[Start of Attachment]
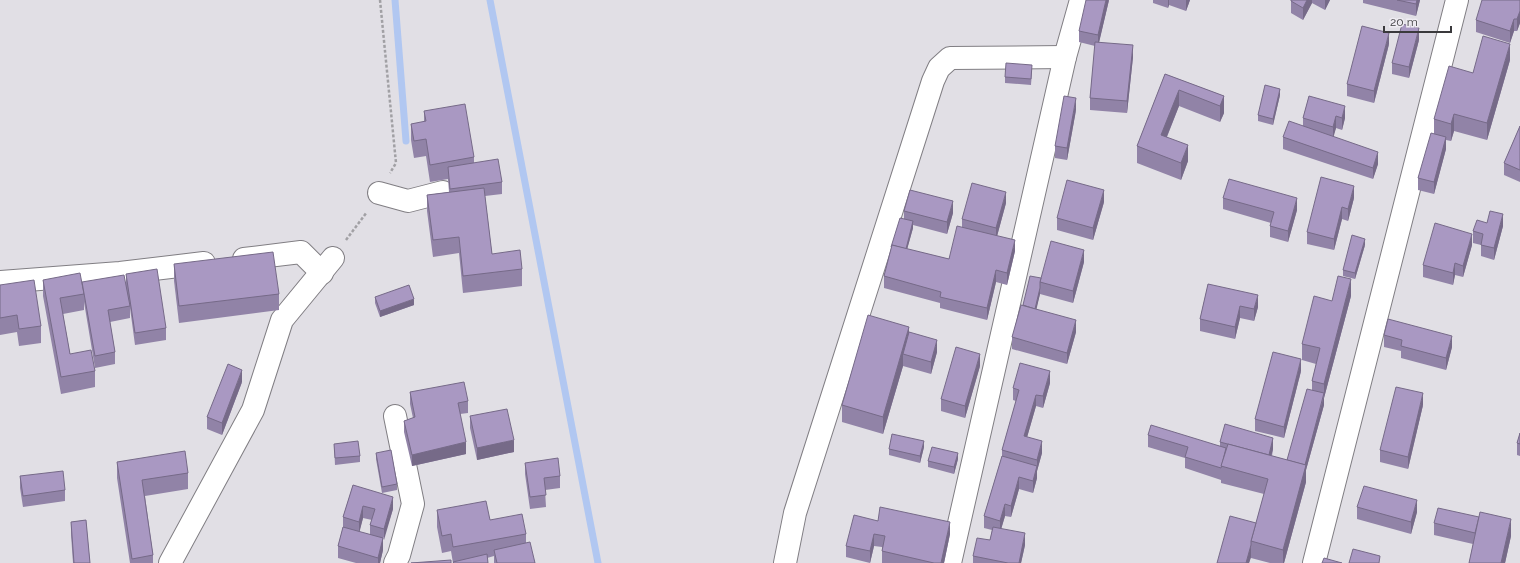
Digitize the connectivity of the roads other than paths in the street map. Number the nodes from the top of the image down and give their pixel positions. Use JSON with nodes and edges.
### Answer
{"nodes":[{"id":1,"x":1081,"y":0,"type":"edge"},
{"id":2,"x":1457,"y":0,"type":"edge"},
{"id":3,"x":1065,"y":57,"type":"junction"},
{"id":4,"x":443,"y":192,"type":"edge"},
{"id":5,"x":379,"y":193,"type":"road end"},
{"id":6,"x":0,"y":282,"type":"edge"},
{"id":7,"x":395,"y":416,"type":"dead end"},
{"id":8,"x":170,"y":563,"type":"edge"},
{"id":9,"x":395,"y":563,"type":"edge"},
{"id":10,"x":785,"y":563,"type":"edge"},
{"id":11,"x":950,"y":563,"type":"edge"},
{"id":12,"x":1314,"y":563,"type":"edge"}],
"edges":[{"from":1,"to":3,"type":"street"},
{"from":2,"to":12,"type":"street"},
{"from":3,"to":10,"type":"street"},
{"from":3,"to":11,"type":"street"},
{"from":4,"to":5,"type":"street"},
{"from":6,"to":8,"type":"street"},
{"from":7,"to":9,"type":"street"}]}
[End of Attachment]
_WHAT IS REQUIRED_: Once the images are dropped, set down the remaining material word for word.

_ANSWER TO THIS TASK_:
Digitize the connectivity of the roads other than paths in the street map. Number the nodes from the top of the image down and give their pixel positions. Use JSON with nodes and edges.
### Answer
{"nodes":[{"id":1,"x":1081,"y":0,"type":"edge"},
{"id":2,"x":1457,"y":0,"type":"edge"},
{"id":3,"x":1065,"y":57,"type":"junction"},
{"id":4,"x":443,"y":192,"type":"edge"},
{"id":5,"x":379,"y":193,"type":"road end"},
{"id":6,"x":0,"y":282,"type":"edge"},
{"id":7,"x":395,"y":416,"type":"dead end"},
{"id":8,"x":170,"y":563,"type":"edge"},
{"id":9,"x":395,"y":563,"type":"edge"},
{"id":10,"x":785,"y":563,"type":"edge"},
{"id":11,"x":950,"y":563,"type":"edge"},
{"id":12,"x":1314,"y":563,"type":"edge"}],
"edges":[{"from":1,"to":3,"type":"street"},
{"from":2,"to":12,"type":"street"},
{"from":3,"to":10,"type":"street"},
{"from":3,"to":11,"type":"street"},
{"from":4,"to":5,"type":"street"},
{"from":6,"to":8,"type":"street"},
{"from":7,"to":9,"type":"street"}]}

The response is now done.